'''

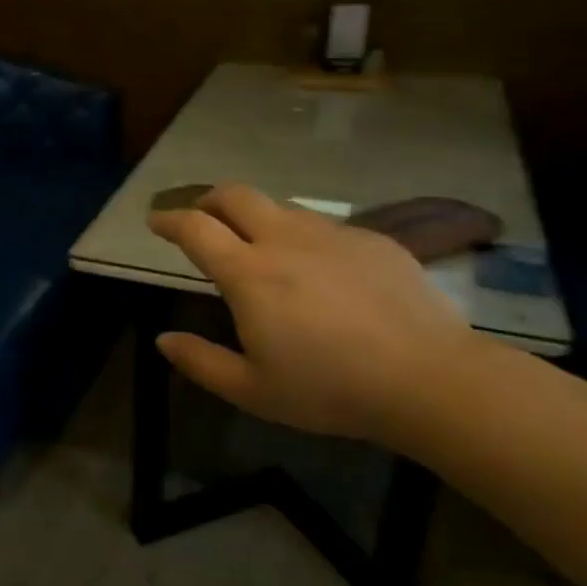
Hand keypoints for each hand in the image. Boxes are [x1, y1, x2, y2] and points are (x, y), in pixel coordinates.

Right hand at [148, 185, 481, 442]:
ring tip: (259, 246)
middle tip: (201, 217)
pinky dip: (303, 238)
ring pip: (281, 208)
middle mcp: (285, 241)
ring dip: (257, 218)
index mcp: (249, 274)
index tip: (155, 221)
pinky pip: (324, 227)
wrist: (430, 379)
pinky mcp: (373, 240)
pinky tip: (319, 272)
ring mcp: (332, 235)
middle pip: (236, 195)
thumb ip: (201, 362)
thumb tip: (163, 340)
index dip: (169, 220)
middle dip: (209, 199)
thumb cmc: (331, 389)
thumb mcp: (253, 390)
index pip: (195, 228)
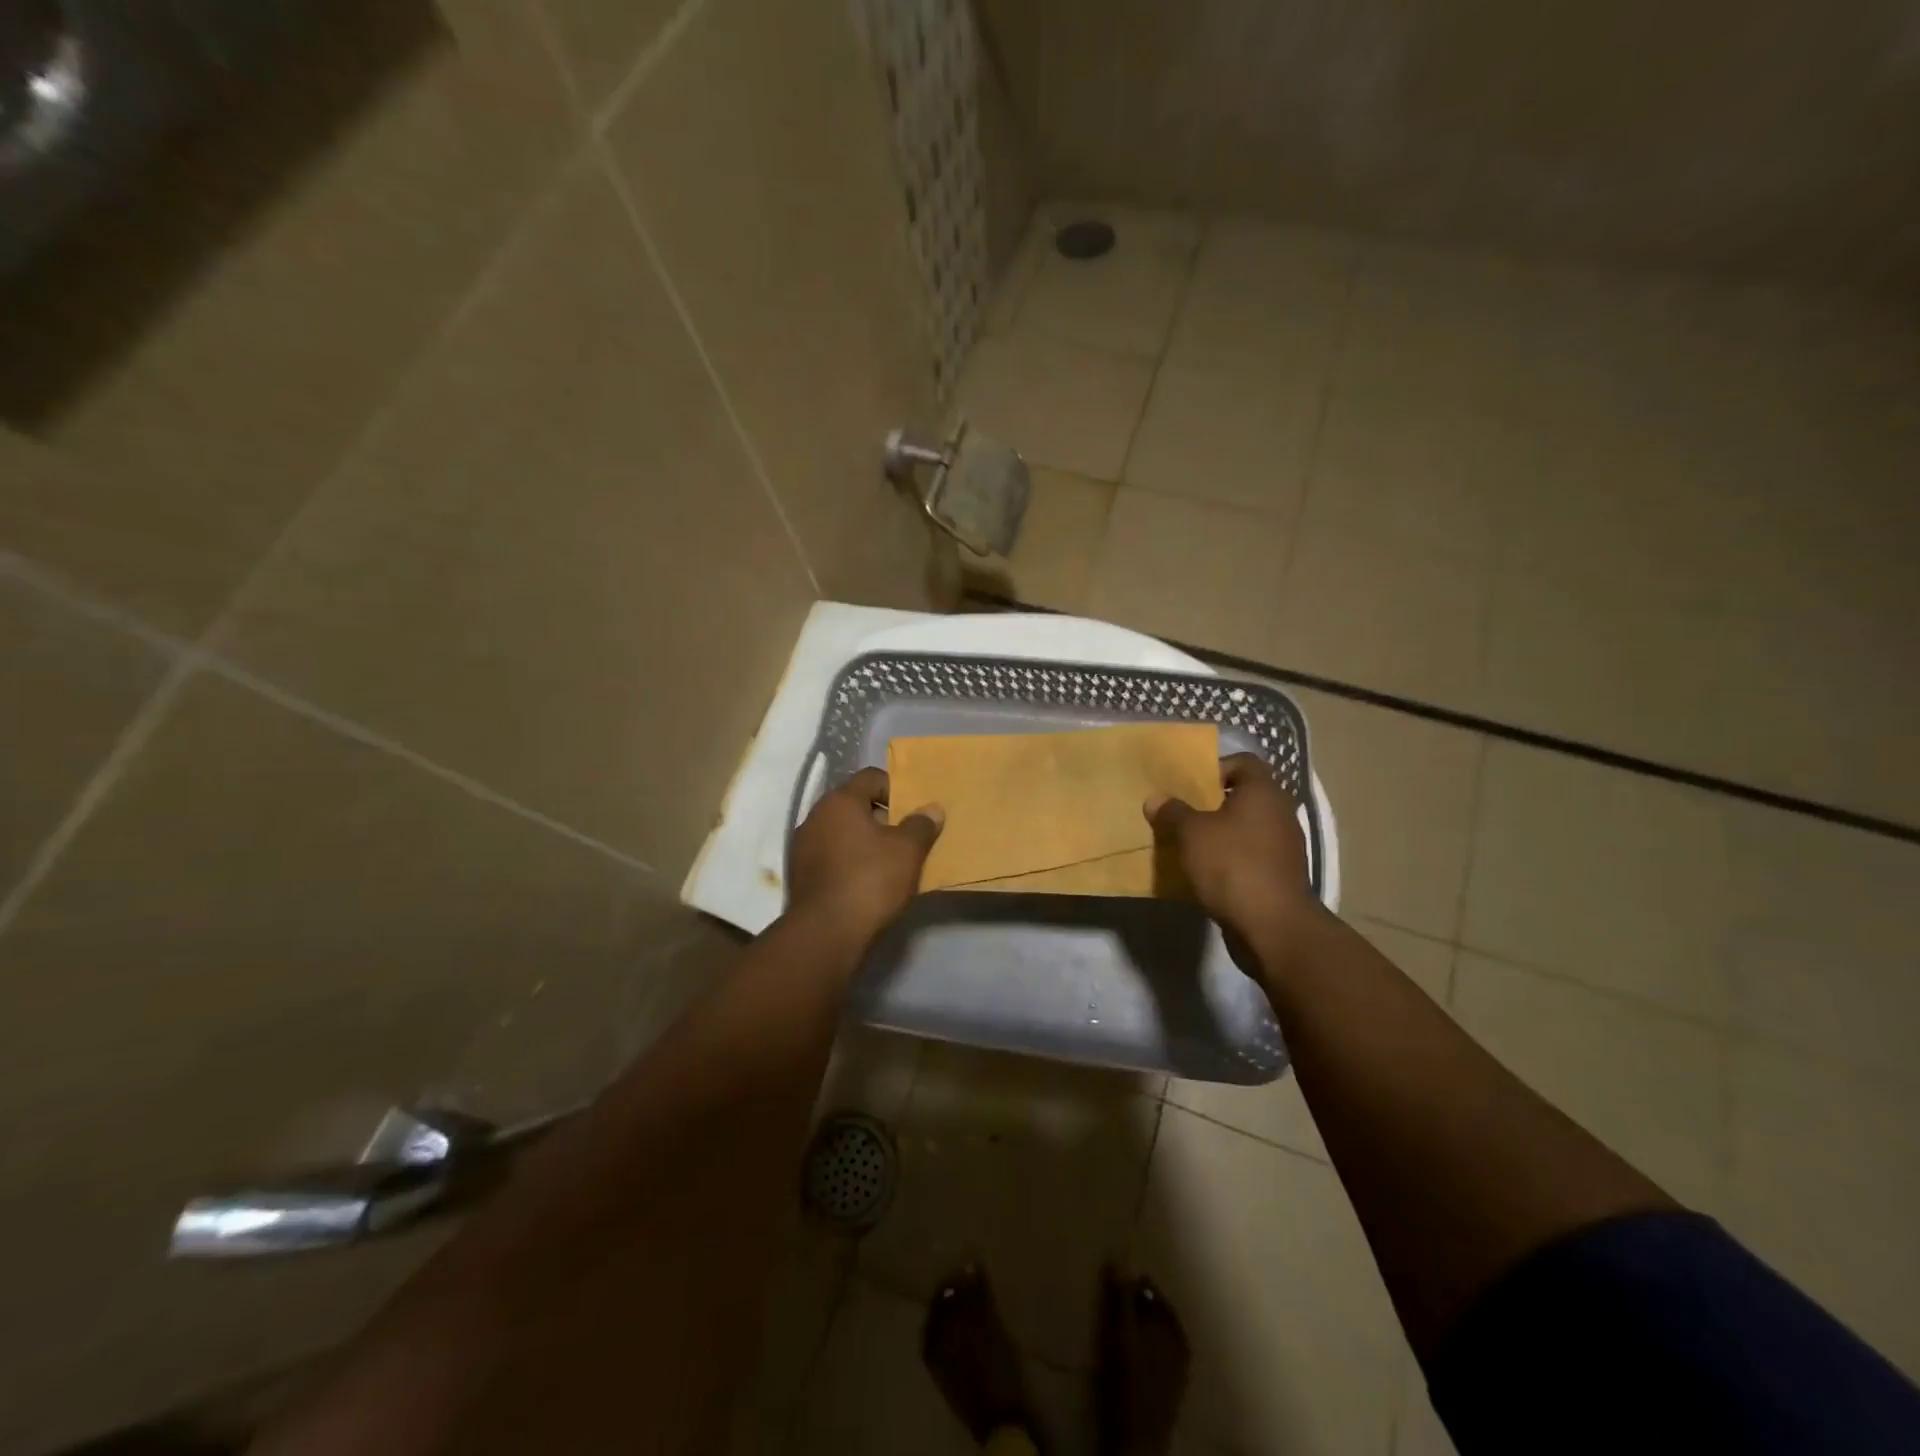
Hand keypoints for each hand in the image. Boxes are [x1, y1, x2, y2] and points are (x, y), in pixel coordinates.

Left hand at [789, 768, 943, 944]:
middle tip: (905, 838)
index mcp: (839, 801)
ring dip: (864, 841)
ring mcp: (802, 846)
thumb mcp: (907, 851)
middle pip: (854, 805)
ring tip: (889, 863)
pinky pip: (830, 856)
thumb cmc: (870, 880)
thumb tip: (932, 809)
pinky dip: (849, 861)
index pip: (870, 778)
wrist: (826, 933)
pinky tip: (866, 882)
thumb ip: (921, 825)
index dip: (896, 789)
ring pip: (841, 832)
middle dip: (881, 818)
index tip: (913, 812)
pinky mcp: (800, 874)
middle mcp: (815, 816)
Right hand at [1145, 753, 1320, 970]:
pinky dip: (1230, 858)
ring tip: (1188, 844)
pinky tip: (1205, 871)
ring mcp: (1284, 846)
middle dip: (1212, 804)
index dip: (1215, 768)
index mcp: (1263, 792)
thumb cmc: (1232, 865)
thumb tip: (1156, 799)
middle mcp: (1280, 813)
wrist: (1273, 926)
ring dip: (1220, 833)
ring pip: (1246, 827)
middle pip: (1244, 796)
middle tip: (1181, 814)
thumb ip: (1172, 812)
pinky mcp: (1280, 875)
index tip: (1189, 786)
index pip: (1243, 762)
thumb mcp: (1191, 834)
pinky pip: (1250, 855)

'''

### [Work instructions]
Copy out, from the data above, every line holding the word "pinky".

### [Task result]
pinky dip: (303, 238)
pinky pip: (324, 227)
pinky mcp: (373, 240)
pinky tip: (319, 272)
pinky pip: (830, 856)
pinky dip: (849, 861)
pinky tip: (866, 882)
pinky mcp: (800, 874)
pinky dip: (1230, 858)
pinky tip: (1205, 871)
pinky mcp: (1280, 875)
pinky pip: (1250, 855)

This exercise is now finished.